======== Exercise material

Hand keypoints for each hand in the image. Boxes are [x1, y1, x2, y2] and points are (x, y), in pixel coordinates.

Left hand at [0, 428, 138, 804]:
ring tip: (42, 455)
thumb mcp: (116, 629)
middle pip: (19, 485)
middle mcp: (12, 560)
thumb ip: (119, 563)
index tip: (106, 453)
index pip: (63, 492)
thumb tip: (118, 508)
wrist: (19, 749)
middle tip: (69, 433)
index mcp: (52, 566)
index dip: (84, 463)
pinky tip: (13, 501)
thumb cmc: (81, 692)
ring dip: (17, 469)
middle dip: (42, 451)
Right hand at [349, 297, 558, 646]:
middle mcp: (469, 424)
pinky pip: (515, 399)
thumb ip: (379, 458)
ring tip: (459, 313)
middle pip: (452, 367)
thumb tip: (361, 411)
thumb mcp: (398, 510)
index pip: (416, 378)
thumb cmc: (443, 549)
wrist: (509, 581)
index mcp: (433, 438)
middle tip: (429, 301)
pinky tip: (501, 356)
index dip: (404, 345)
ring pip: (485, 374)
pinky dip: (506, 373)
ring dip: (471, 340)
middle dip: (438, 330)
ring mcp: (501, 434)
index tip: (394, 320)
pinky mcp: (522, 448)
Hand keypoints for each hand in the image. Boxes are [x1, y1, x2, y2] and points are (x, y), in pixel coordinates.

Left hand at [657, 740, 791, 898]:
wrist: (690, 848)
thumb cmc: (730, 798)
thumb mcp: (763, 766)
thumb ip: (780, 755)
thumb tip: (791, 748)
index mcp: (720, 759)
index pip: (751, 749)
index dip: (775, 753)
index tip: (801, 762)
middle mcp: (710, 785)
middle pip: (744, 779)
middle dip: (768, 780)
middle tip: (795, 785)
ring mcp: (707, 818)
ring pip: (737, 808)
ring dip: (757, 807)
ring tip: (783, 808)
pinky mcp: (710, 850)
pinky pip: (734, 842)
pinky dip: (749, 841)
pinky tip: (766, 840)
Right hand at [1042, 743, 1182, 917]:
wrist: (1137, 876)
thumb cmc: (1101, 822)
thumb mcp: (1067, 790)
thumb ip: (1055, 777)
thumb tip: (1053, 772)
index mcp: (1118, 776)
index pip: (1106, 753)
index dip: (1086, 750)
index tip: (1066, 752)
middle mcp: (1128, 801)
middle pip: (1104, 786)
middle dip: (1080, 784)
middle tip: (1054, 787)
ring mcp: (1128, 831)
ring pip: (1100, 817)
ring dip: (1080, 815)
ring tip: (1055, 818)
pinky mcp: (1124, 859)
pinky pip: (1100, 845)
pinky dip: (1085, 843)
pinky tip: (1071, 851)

================
======== Exercise material

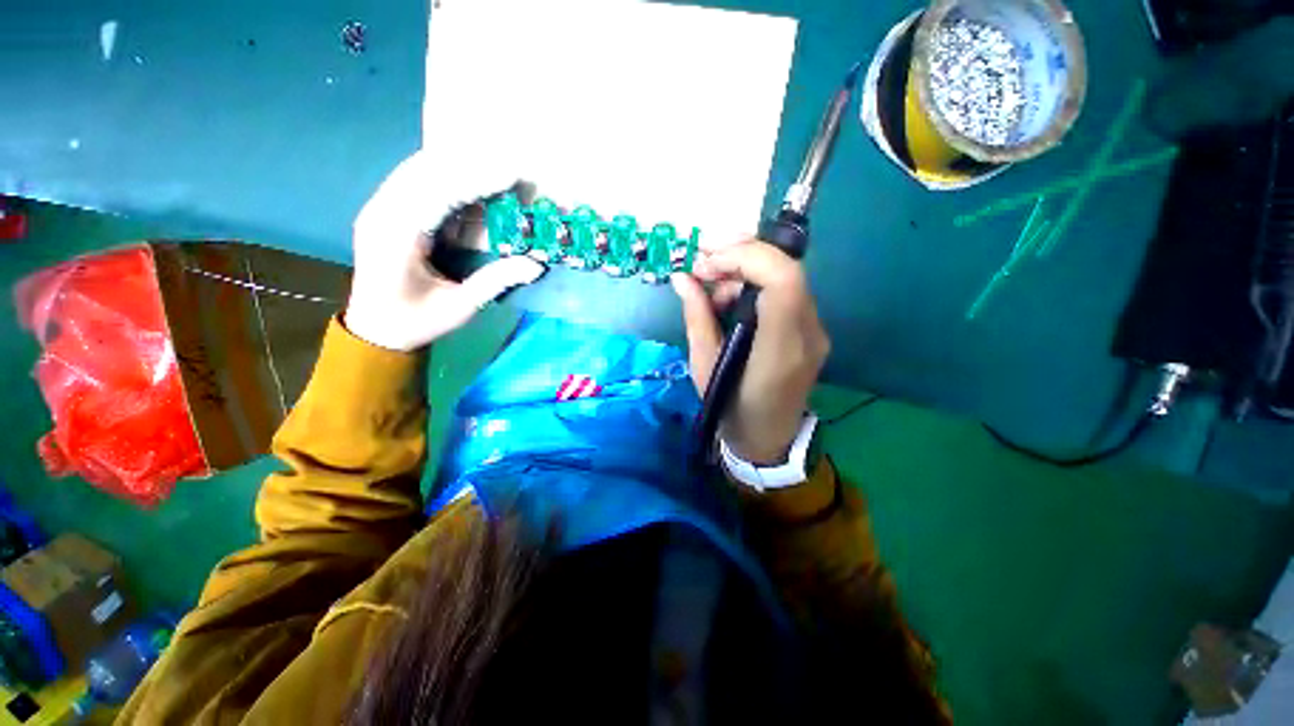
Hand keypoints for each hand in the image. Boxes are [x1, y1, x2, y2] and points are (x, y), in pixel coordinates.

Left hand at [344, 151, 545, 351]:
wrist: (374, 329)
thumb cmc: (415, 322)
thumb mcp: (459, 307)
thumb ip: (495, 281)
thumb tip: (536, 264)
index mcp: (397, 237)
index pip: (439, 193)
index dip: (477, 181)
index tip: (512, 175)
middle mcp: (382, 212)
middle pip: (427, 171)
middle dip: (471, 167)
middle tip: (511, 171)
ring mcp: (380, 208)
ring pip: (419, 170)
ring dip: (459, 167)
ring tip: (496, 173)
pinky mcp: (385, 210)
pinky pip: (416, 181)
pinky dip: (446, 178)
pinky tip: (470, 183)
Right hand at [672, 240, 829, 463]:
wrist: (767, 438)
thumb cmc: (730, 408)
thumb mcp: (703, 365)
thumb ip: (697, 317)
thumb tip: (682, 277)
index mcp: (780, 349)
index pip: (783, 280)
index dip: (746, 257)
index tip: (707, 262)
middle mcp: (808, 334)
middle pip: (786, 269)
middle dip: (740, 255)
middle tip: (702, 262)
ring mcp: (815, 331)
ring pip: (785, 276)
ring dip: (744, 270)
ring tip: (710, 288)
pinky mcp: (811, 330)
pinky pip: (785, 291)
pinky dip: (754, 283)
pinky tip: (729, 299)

================
======== Exercise material

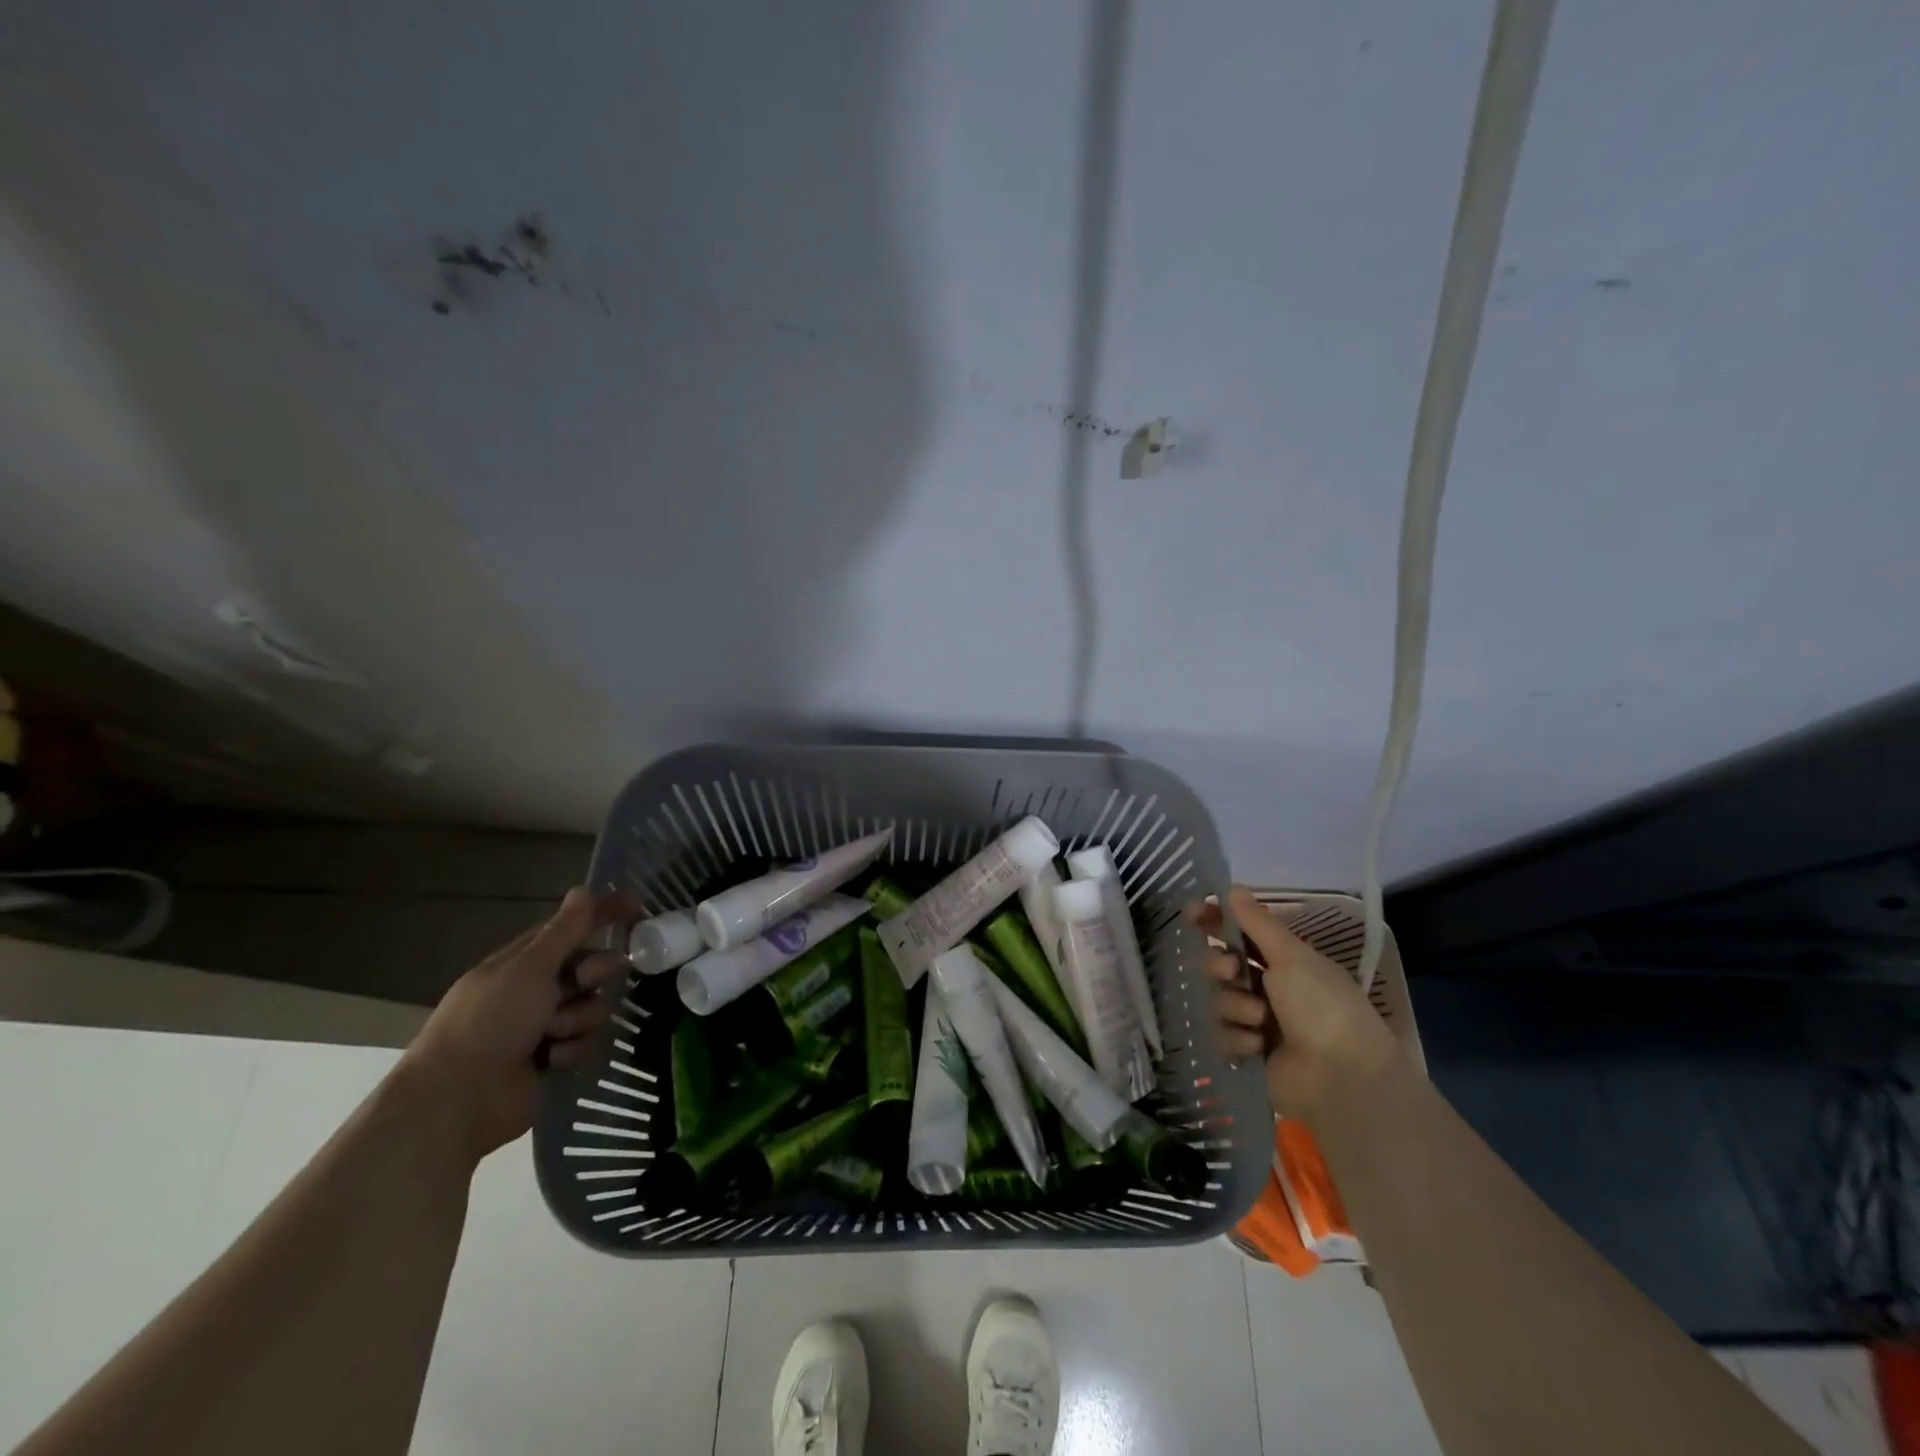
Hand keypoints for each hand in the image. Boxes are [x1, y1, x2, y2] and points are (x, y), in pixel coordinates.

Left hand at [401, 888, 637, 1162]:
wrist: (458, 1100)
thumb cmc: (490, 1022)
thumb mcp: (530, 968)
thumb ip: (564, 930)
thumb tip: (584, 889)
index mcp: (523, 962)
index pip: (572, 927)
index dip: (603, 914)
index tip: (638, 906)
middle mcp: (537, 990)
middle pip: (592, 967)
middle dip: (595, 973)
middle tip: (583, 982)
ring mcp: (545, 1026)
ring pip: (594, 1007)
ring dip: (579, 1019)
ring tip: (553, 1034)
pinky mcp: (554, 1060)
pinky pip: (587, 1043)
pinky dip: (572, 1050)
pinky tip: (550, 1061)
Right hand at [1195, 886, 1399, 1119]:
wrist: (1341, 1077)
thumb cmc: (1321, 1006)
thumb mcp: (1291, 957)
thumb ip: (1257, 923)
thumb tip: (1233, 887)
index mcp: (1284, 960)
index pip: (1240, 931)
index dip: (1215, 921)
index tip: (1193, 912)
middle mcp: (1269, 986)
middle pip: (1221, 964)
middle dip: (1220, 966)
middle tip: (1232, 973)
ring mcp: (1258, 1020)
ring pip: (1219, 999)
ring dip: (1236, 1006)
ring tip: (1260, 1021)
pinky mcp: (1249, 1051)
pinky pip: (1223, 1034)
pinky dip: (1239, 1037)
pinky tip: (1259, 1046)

================

[Exercise objective]: Above is a listing; print exactly its lines from the one with "ring tip: (459, 313)" through the one with "pinky tip: (1071, 851)", and no other lines.

[Task response]:
ring tip: (459, 313)
middle pip: (452, 367)
thumb tip: (361, 411)
thumb mcp: (398, 510)
index pip: (416, 378)
thumb cmc: (443, 549)
wrist: (509, 581)
index mcp: (433, 438)
middle tip: (429, 301)
pinky tip: (501, 356)
index dip: (404, 345)
ring pip: (485, 374)
pinky dip: (506, 373)
ring dip: (471, 340)
middle dip: (438, 330)
ring mcp: (501, 434)
index tip: (394, 320)
pinky mcp: (522, 448)
Hand keypoints for each hand in the image. Boxes are [x1, y1, x2, y2] and points are (x, y), in pixel coordinates.

Left hand at [657, 740, 791, 898]:
wrist: (690, 848)
thumb cmc: (730, 798)
thumb mcp: (763, 766)
thumb ip: (780, 755)
thumb tip: (791, 748)
index mcp: (720, 759)
index pip: (751, 749)
index dip: (775, 753)
index tip: (801, 762)
middle mcp: (710, 785)
middle pip: (744, 779)
middle dip: (768, 780)
middle tip: (795, 785)
ring mcp: (707, 818)
ring pip: (737, 808)
ring dip: (757, 807)
ring tip: (783, 808)
pinky mcp: (710, 850)
pinky pip: (734, 842)
pinky dip: (749, 841)
pinky tip: (766, 840)
Right hand at [1042, 743, 1182, 917]:
wrist: (1137, 876)
thumb cmc: (1101, 822)
thumb mcp: (1067, 790)
thumb ip: (1055, 777)
thumb tip: (1053, 772)
index mcp: (1118, 776)
index pip: (1106, 753)
index dip: (1086, 750)
index tip: (1066, 752)
middle mcp: (1128, 801)
middle pip: (1104, 786)
middle dip: (1080, 784)
middle tip: (1054, 787)
ring mcp: (1128, 831)
ring pip: (1100, 817)
ring dip: (1080, 815)
ring tip: (1055, 818)
pinky mcp: (1124, 859)
pinky pip: (1100, 845)
pinky dip: (1085, 843)
pinky tip: (1071, 851)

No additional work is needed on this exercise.